• **What to produce**:
Output all of the records word for word and drop the images.

Start of Input data

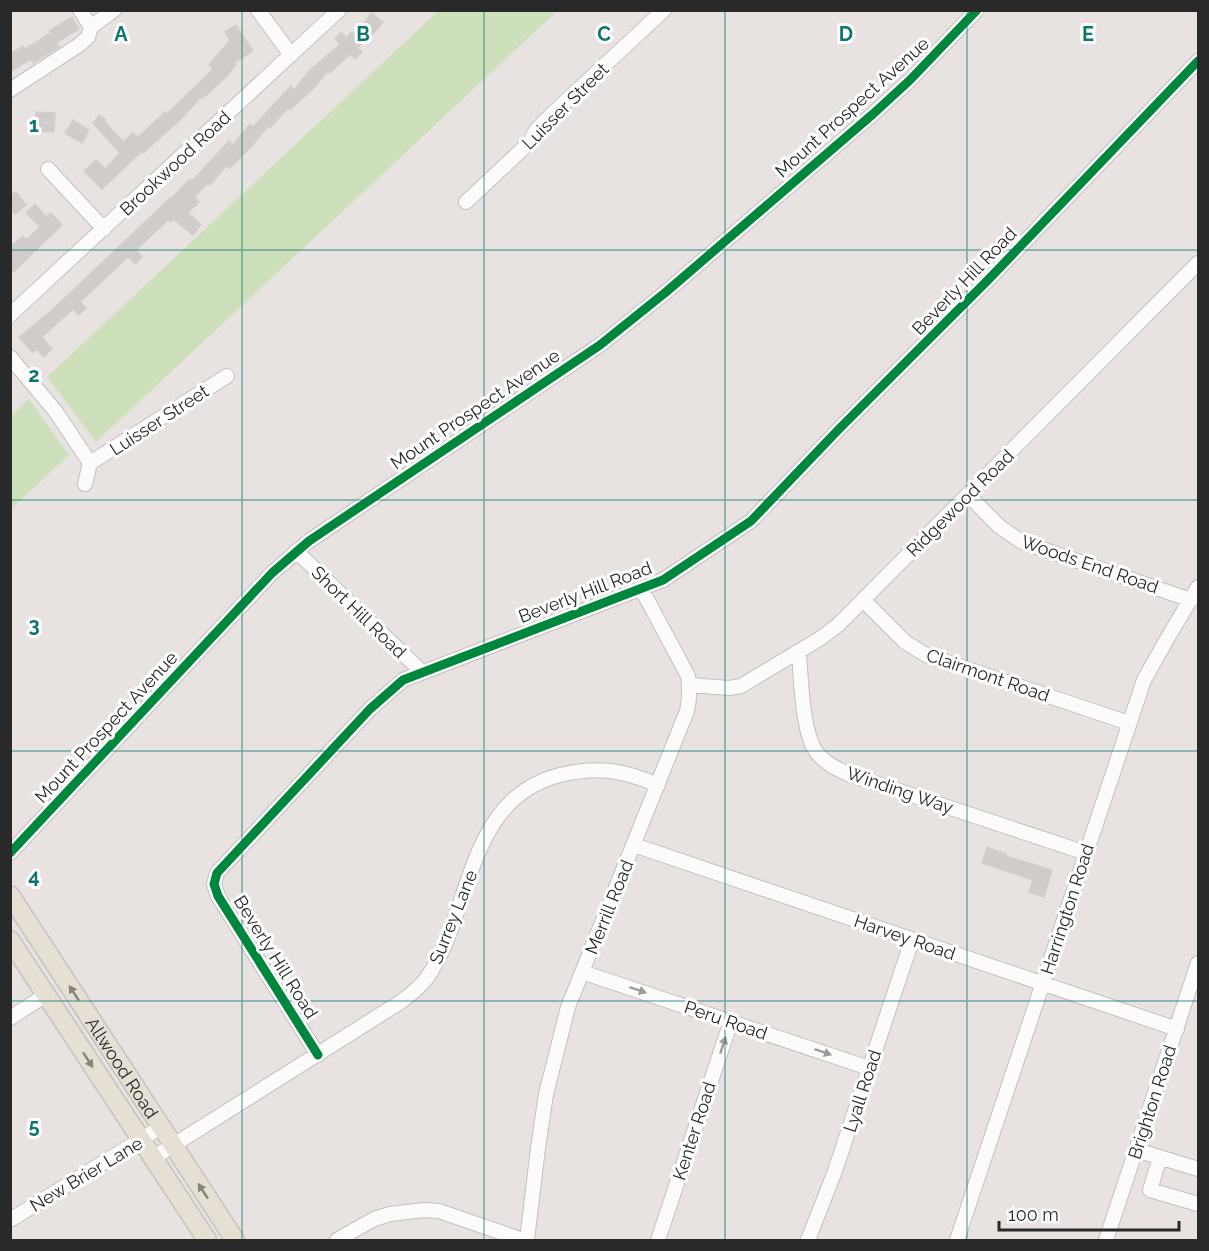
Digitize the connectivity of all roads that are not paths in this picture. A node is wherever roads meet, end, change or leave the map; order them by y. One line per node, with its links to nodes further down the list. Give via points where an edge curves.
1 (80, 10): 7 (street)
2 (114, 10): 7 (street)
3 (258, 10): 8 (street)
4 (339, 10): 8 (street, Brookwood Road)
5 (664, 10): 12 (street, Luisser Street, via 551,115 530,142)
6 (977, 10): 21 (street, Mount Prospect Avenue, via 873,114 600,345)
7 (91, 27): 10 (street, via 88,37 79,45)
8 (291, 54): 13 (street, Brookwood Road)
9 (1198, 61): 22 (street, Beverly Hill Road, via 752,521 663,580)
10 (10, 90)
11 (48, 169): 13 (street)
12 (466, 202)
13 (104, 229): 15 (street, Brookwood Road)
14 (1198, 263): 20 (street, Ridgewood Road)
15 (10, 315)
16 (10, 357): 18 (street, via 56,412)
17 (227, 376): 18 (street, Luisser Street)
18 (90, 464): 19 (street)
19 (85, 484)
20 (968, 495): 23 (street, Woods End Road, via 1000,527 1022,542); 24 (street, Ridgewood Road)
21 (296, 552): 26 (street, Short Hill Road); 31 (street, Mount Prospect Avenue)
22 (641, 588): 26 (street, Beverly Hill Road); 27 (street)
23 (1195, 593): 28 (street, Harrington Road, via 1147,674)
24 (863, 600): 25 (street, Ridgewood Road, via 838,625); 28 (street, Clairmont Road, via 905,642 926,655)
25 (799, 652): 27 (street, Ridgewood Road, via 741,686); 32 (street, Winding Way, via 809,738 825,762 848,774)
26 (422, 672): 43 (street, Beverly Hill Road, via 394,686 370,709 233,854 217,873 214,884)
27 (690, 685): 29 (street, Merrill Road, via 687,711)
28 (1129, 723): 32 (street, Harrington Road)
29 (658, 784): 30 (street, Merrill Road); 43 (street, Surrey Lane, via 633,774 584,769 538,784 508,803 480,851 442,948 425,980 402,1001)
30 (634, 845): 35 (street, Harvey Road); 37 (street, Merrill Road)
31 (10, 853)
32 (1086, 853): 38 (street, Harrington Road)
33 (10, 895): 45 (main road, Allwood Road, one-way to 33)
34 (10, 940): 39 (main road, Allwood Road)
35 (912, 940): 38 (street, Harvey Road); 44 (street, Lyall Road)
36 (1198, 963): 42 (street, Brighton Road)
37 (582, 972): 41 (street, Peru Road, one-way to 41); 58 (street, Merrill Road, via 568,1007 546,1094)
38 (1042, 984): 42 (street, Harvey Road); 61 (street, Harrington Road)
39 (46, 995): 40 (street); 46 (main road, Allwood Road, one-way to 46)
40 (10, 1018)
41 (731, 1021): 44 (street, Peru Road, one-way to 44); 59 (street, Kenter Road, one-way to 41)
42 (1177, 1029): 48 (street, Brighton Road)
43 (318, 1055): 47 (street, Surrey Lane)
44 (869, 1068): 60 (street, Lyall Road)
45 (161, 1127): 46 (street, New Brier Lane); 47 (main road, Allwood Road)
46 (141, 1141): 50 (main road, Allwood Road); 53 (street, New Brier Lane)
47 (174, 1146): 50 (street, Surrey Lane); 55 (main road, Allwood Road, one-way to 47)
48 (1137, 1150): 49 (street); 62 (street, Brighton Road)
49 (1160, 1156): 51 (street); 52 (street, via 1150,1190)
50 (153, 1158): 54 (main road, Allwood Road)
51 (1198, 1169)
52 (1198, 1204)
53 (10, 1220)
54 (207, 1240)
55 (235, 1240)
56 (337, 1240): 57 (street, via 382,1216 424,1210 439,1211)
57 (523, 1240)
58 (527, 1240)
59 (658, 1240)
60 (808, 1240)
61 (957, 1240)
62 (1106, 1240)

End of Input data

• **Task output**:
Digitize the connectivity of all roads that are not paths in this picture. A node is wherever roads meet, end, change or leave the map; order them by y. One line per node, with its links to nodes further down the list. Give via points where an edge curves.
1 (80, 10): 7 (street)
2 (114, 10): 7 (street)
3 (258, 10): 8 (street)
4 (339, 10): 8 (street, Brookwood Road)
5 (664, 10): 12 (street, Luisser Street, via 551,115 530,142)
6 (977, 10): 21 (street, Mount Prospect Avenue, via 873,114 600,345)
7 (91, 27): 10 (street, via 88,37 79,45)
8 (291, 54): 13 (street, Brookwood Road)
9 (1198, 61): 22 (street, Beverly Hill Road, via 752,521 663,580)
10 (10, 90)
11 (48, 169): 13 (street)
12 (466, 202)
13 (104, 229): 15 (street, Brookwood Road)
14 (1198, 263): 20 (street, Ridgewood Road)
15 (10, 315)
16 (10, 357): 18 (street, via 56,412)
17 (227, 376): 18 (street, Luisser Street)
18 (90, 464): 19 (street)
19 (85, 484)
20 (968, 495): 23 (street, Woods End Road, via 1000,527 1022,542); 24 (street, Ridgewood Road)
21 (296, 552): 26 (street, Short Hill Road); 31 (street, Mount Prospect Avenue)
22 (641, 588): 26 (street, Beverly Hill Road); 27 (street)
23 (1195, 593): 28 (street, Harrington Road, via 1147,674)
24 (863, 600): 25 (street, Ridgewood Road, via 838,625); 28 (street, Clairmont Road, via 905,642 926,655)
25 (799, 652): 27 (street, Ridgewood Road, via 741,686); 32 (street, Winding Way, via 809,738 825,762 848,774)
26 (422, 672): 43 (street, Beverly Hill Road, via 394,686 370,709 233,854 217,873 214,884)
27 (690, 685): 29 (street, Merrill Road, via 687,711)
28 (1129, 723): 32 (street, Harrington Road)
29 (658, 784): 30 (street, Merrill Road); 43 (street, Surrey Lane, via 633,774 584,769 538,784 508,803 480,851 442,948 425,980 402,1001)
30 (634, 845): 35 (street, Harvey Road); 37 (street, Merrill Road)
31 (10, 853)
32 (1086, 853): 38 (street, Harrington Road)
33 (10, 895): 45 (main road, Allwood Road, one-way to 33)
34 (10, 940): 39 (main road, Allwood Road)
35 (912, 940): 38 (street, Harvey Road); 44 (street, Lyall Road)
36 (1198, 963): 42 (street, Brighton Road)
37 (582, 972): 41 (street, Peru Road, one-way to 41); 58 (street, Merrill Road, via 568,1007 546,1094)
38 (1042, 984): 42 (street, Harvey Road); 61 (street, Harrington Road)
39 (46, 995): 40 (street); 46 (main road, Allwood Road, one-way to 46)
40 (10, 1018)
41 (731, 1021): 44 (street, Peru Road, one-way to 44); 59 (street, Kenter Road, one-way to 41)
42 (1177, 1029): 48 (street, Brighton Road)
43 (318, 1055): 47 (street, Surrey Lane)
44 (869, 1068): 60 (street, Lyall Road)
45 (161, 1127): 46 (street, New Brier Lane); 47 (main road, Allwood Road)
46 (141, 1141): 50 (main road, Allwood Road); 53 (street, New Brier Lane)
47 (174, 1146): 50 (street, Surrey Lane); 55 (main road, Allwood Road, one-way to 47)
48 (1137, 1150): 49 (street); 62 (street, Brighton Road)
49 (1160, 1156): 51 (street); 52 (street, via 1150,1190)
50 (153, 1158): 54 (main road, Allwood Road)
51 (1198, 1169)
52 (1198, 1204)
53 (10, 1220)
54 (207, 1240)
55 (235, 1240)
56 (337, 1240): 57 (street, via 382,1216 424,1210 439,1211)
57 (523, 1240)
58 (527, 1240)
59 (658, 1240)
60 (808, 1240)
61 (957, 1240)
62 (1106, 1240)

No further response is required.